(Saved data entries)
■ ■ ■ ■ ■

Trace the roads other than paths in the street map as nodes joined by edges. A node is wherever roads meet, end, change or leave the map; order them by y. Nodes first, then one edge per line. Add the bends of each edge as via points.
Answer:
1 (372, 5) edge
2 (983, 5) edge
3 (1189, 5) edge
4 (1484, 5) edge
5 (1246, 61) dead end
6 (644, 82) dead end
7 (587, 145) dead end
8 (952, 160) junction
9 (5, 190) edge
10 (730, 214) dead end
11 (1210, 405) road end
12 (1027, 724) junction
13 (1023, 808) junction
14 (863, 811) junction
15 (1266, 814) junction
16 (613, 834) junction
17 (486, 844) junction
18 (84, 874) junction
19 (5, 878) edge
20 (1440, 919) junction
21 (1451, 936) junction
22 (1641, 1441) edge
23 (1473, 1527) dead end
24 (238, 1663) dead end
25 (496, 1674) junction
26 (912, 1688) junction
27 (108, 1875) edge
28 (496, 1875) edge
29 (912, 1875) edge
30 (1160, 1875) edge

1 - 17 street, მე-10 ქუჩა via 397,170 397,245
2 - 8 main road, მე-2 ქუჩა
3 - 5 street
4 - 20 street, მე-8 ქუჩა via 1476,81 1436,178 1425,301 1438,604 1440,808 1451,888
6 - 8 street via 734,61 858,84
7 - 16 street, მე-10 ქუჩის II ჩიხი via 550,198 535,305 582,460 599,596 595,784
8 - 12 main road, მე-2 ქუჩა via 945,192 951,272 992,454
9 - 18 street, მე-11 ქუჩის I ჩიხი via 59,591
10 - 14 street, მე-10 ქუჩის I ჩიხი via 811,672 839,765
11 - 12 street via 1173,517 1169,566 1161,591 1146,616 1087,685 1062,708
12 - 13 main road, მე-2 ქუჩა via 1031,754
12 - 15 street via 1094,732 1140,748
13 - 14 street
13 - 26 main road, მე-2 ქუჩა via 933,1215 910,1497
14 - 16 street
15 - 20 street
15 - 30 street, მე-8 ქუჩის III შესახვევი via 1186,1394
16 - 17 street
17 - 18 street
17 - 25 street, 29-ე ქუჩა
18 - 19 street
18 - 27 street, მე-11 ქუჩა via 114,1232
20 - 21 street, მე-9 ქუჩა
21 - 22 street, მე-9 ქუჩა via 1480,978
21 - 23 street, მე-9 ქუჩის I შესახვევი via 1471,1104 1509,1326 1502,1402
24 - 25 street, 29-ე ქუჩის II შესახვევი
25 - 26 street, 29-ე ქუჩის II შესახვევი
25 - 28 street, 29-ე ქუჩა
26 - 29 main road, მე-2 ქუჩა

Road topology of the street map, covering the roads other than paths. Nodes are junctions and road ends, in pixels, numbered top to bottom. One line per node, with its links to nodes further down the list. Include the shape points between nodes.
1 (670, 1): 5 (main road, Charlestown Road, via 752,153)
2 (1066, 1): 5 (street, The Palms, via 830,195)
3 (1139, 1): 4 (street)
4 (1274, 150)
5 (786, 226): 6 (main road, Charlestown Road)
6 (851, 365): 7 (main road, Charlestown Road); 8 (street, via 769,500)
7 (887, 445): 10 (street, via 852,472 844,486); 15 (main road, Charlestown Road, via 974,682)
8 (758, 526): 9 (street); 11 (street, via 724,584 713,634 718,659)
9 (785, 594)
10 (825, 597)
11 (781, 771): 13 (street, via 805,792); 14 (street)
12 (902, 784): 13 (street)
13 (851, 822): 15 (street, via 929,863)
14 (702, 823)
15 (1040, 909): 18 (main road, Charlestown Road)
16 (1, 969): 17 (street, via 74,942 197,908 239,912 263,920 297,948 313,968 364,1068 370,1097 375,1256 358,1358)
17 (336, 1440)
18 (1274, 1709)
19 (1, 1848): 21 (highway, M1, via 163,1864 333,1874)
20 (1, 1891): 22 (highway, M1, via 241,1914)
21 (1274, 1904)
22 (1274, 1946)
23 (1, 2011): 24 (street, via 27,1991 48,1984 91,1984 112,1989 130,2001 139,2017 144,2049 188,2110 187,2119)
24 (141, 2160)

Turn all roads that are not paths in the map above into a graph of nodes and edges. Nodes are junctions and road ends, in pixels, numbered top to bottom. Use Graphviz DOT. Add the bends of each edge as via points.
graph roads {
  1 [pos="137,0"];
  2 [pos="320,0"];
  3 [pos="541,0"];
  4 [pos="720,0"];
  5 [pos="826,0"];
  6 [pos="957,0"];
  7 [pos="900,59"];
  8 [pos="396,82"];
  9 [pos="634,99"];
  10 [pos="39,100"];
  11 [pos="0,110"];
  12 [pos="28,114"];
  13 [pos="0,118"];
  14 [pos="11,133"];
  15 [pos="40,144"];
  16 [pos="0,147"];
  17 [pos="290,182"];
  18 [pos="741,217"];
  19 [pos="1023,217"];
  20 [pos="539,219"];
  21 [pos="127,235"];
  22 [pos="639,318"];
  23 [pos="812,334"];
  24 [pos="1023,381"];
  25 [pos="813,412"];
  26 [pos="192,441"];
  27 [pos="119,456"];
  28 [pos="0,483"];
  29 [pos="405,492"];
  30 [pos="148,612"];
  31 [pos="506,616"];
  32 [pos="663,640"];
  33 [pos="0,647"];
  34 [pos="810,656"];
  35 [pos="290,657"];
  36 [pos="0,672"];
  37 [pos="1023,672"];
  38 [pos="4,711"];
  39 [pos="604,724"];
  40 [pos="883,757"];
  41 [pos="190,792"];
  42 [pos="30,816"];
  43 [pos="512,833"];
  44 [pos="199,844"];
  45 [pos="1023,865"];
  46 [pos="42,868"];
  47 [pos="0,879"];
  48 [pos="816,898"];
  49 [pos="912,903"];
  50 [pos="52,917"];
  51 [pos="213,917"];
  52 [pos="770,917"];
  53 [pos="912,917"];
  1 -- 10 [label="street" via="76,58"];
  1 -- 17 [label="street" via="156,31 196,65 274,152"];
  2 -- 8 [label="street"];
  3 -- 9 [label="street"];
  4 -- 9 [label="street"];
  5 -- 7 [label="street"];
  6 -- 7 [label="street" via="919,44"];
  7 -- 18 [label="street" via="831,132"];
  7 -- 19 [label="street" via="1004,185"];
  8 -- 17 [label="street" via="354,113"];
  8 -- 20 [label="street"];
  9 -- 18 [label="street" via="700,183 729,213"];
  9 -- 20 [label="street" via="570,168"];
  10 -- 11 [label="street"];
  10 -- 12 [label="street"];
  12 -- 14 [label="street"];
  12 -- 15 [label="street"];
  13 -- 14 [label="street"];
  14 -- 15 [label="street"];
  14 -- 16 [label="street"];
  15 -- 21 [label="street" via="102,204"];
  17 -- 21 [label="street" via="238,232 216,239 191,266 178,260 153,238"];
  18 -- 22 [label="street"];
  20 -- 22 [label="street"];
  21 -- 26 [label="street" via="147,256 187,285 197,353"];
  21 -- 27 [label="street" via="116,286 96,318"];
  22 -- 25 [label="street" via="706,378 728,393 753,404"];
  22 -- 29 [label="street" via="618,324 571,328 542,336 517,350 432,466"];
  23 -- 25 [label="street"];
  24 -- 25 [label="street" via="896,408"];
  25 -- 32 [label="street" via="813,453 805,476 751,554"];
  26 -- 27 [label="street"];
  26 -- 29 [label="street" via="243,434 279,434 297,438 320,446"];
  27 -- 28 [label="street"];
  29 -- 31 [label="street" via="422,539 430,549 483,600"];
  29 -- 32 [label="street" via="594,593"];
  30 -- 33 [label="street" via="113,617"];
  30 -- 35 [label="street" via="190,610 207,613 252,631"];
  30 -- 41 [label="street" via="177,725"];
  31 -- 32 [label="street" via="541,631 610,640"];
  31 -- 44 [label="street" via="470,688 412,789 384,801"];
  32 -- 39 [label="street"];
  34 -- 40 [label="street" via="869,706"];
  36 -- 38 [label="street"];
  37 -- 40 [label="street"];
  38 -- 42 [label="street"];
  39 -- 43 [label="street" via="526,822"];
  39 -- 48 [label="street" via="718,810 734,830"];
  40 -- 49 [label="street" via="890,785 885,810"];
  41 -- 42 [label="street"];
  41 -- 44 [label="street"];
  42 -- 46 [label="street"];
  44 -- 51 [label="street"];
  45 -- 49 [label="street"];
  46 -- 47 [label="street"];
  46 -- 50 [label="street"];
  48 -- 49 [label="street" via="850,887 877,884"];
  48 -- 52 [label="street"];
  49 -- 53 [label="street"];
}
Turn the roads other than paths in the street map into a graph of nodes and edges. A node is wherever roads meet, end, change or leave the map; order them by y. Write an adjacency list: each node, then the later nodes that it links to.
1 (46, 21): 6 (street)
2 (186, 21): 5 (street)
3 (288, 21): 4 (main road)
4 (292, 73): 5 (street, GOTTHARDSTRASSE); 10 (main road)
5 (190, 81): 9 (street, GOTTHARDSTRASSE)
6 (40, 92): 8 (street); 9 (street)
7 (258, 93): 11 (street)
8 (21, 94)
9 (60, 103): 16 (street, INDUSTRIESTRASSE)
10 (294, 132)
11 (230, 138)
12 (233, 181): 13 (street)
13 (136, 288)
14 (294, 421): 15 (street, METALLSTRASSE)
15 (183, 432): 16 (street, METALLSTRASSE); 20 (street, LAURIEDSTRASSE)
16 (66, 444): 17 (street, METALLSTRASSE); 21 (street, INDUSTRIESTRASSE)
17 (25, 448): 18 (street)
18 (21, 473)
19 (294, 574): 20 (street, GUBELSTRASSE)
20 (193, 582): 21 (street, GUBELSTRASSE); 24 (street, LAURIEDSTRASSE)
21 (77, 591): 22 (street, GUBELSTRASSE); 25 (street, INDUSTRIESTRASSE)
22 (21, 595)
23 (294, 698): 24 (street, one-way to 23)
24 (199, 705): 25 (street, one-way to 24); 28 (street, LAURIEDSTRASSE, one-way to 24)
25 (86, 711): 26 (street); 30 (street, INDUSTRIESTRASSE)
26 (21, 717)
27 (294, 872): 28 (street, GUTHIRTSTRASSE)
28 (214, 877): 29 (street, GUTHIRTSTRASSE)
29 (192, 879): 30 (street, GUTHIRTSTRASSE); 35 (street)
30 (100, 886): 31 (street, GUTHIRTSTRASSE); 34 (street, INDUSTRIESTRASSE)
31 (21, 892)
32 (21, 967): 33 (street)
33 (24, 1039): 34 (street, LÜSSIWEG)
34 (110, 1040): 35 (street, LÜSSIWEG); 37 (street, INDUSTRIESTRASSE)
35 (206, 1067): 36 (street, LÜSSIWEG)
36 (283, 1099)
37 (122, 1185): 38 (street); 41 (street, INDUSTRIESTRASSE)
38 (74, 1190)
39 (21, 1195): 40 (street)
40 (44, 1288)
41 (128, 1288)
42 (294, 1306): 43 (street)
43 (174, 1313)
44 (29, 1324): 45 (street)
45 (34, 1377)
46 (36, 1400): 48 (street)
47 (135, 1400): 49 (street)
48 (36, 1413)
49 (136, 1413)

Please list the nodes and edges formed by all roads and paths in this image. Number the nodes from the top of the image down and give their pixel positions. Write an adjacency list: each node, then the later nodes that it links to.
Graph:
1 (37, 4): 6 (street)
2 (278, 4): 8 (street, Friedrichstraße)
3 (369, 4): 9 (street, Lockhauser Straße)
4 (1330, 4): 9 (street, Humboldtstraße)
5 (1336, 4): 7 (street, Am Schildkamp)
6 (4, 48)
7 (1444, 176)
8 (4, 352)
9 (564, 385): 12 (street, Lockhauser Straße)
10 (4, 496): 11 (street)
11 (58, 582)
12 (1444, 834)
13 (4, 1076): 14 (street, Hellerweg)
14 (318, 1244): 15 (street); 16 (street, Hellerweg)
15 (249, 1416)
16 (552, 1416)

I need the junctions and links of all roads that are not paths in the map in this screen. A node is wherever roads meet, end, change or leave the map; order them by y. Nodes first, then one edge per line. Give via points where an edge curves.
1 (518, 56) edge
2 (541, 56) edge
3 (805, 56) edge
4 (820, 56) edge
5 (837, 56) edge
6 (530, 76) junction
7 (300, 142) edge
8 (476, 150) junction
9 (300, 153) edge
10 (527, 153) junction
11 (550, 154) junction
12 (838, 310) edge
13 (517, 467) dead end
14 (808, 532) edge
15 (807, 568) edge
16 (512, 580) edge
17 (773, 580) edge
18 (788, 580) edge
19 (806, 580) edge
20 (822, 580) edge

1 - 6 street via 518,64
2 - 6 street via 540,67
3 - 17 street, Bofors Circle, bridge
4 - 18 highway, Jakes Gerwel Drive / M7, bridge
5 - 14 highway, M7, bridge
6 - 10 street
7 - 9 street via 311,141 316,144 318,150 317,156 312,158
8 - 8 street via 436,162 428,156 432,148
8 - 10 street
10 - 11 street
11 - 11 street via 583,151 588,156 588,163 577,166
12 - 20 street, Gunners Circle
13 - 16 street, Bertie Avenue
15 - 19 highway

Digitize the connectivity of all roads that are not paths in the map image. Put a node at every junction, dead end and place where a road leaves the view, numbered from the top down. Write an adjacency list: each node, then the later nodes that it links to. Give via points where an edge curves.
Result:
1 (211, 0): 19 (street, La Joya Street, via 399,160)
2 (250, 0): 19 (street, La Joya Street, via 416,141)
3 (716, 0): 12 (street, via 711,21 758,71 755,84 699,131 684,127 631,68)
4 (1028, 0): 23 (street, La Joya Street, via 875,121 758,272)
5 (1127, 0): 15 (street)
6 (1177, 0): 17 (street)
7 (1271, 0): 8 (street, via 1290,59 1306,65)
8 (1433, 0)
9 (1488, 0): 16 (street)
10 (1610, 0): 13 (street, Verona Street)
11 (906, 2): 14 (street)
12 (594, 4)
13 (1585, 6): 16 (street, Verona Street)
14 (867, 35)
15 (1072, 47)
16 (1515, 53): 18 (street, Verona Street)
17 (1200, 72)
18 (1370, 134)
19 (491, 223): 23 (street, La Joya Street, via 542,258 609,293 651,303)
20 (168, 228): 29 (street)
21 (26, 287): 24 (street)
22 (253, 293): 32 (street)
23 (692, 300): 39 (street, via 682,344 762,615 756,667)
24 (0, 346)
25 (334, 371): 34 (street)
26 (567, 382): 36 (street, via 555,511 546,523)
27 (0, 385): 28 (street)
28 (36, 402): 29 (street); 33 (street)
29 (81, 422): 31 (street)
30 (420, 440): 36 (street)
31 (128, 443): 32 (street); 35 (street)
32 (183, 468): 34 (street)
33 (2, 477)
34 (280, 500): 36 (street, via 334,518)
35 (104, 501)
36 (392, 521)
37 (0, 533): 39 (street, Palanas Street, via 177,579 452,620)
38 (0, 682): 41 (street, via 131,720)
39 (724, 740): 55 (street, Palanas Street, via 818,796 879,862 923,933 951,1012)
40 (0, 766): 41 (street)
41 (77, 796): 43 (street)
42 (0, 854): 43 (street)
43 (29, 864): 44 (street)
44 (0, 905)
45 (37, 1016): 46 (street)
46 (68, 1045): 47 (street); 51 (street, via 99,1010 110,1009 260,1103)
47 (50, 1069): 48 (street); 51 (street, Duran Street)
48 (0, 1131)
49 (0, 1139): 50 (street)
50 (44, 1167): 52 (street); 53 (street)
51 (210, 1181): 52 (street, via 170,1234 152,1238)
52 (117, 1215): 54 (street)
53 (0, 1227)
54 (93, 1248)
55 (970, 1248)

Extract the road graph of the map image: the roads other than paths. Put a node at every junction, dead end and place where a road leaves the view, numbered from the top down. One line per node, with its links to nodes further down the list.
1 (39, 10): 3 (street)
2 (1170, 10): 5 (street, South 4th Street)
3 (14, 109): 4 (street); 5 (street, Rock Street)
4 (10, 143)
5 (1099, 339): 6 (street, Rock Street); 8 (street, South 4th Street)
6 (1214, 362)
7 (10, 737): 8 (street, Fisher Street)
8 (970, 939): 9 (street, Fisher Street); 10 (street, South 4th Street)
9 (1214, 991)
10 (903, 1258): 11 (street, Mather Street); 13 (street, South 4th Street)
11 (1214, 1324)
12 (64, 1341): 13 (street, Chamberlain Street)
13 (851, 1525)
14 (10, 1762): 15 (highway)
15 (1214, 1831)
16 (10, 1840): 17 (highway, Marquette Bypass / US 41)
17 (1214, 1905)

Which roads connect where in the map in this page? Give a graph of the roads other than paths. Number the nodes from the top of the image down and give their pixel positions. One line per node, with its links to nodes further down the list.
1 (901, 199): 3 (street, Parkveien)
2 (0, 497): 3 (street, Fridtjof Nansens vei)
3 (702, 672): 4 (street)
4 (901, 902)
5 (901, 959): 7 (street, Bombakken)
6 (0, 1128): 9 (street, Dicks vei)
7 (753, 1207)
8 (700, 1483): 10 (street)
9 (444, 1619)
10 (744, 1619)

■ ■ ■ ■ ■

- ACTIVITY: Lines with "ქუჩა": find them in the data and copy each one.

- FINAL ANSWER:
1 - 17 street, მე-10 ქუჩა via 397,170 397,245
2 - 8 main road, მე-2 ქუჩა
4 - 20 street, მე-8 ქუჩა via 1476,81 1436,178 1425,301 1438,604 1440,808 1451,888
8 - 12 main road, მე-2 ქუჩა via 945,192 951,272 992,454
12 - 13 main road, მე-2 ქუჩა via 1031,754
13 - 26 main road, მე-2 ქუჩა via 933,1215 910,1497
17 - 25 street, 29-ე ქუჩა
18 - 27 street, მე-11 ქუჩა via 114,1232
20 - 21 street, მე-9 ქუჩა
21 - 22 street, მე-9 ქუჩა via 1480,978
25 - 28 street, 29-ე ქუჩა
26 - 29 main road, მე-2 ქუჩა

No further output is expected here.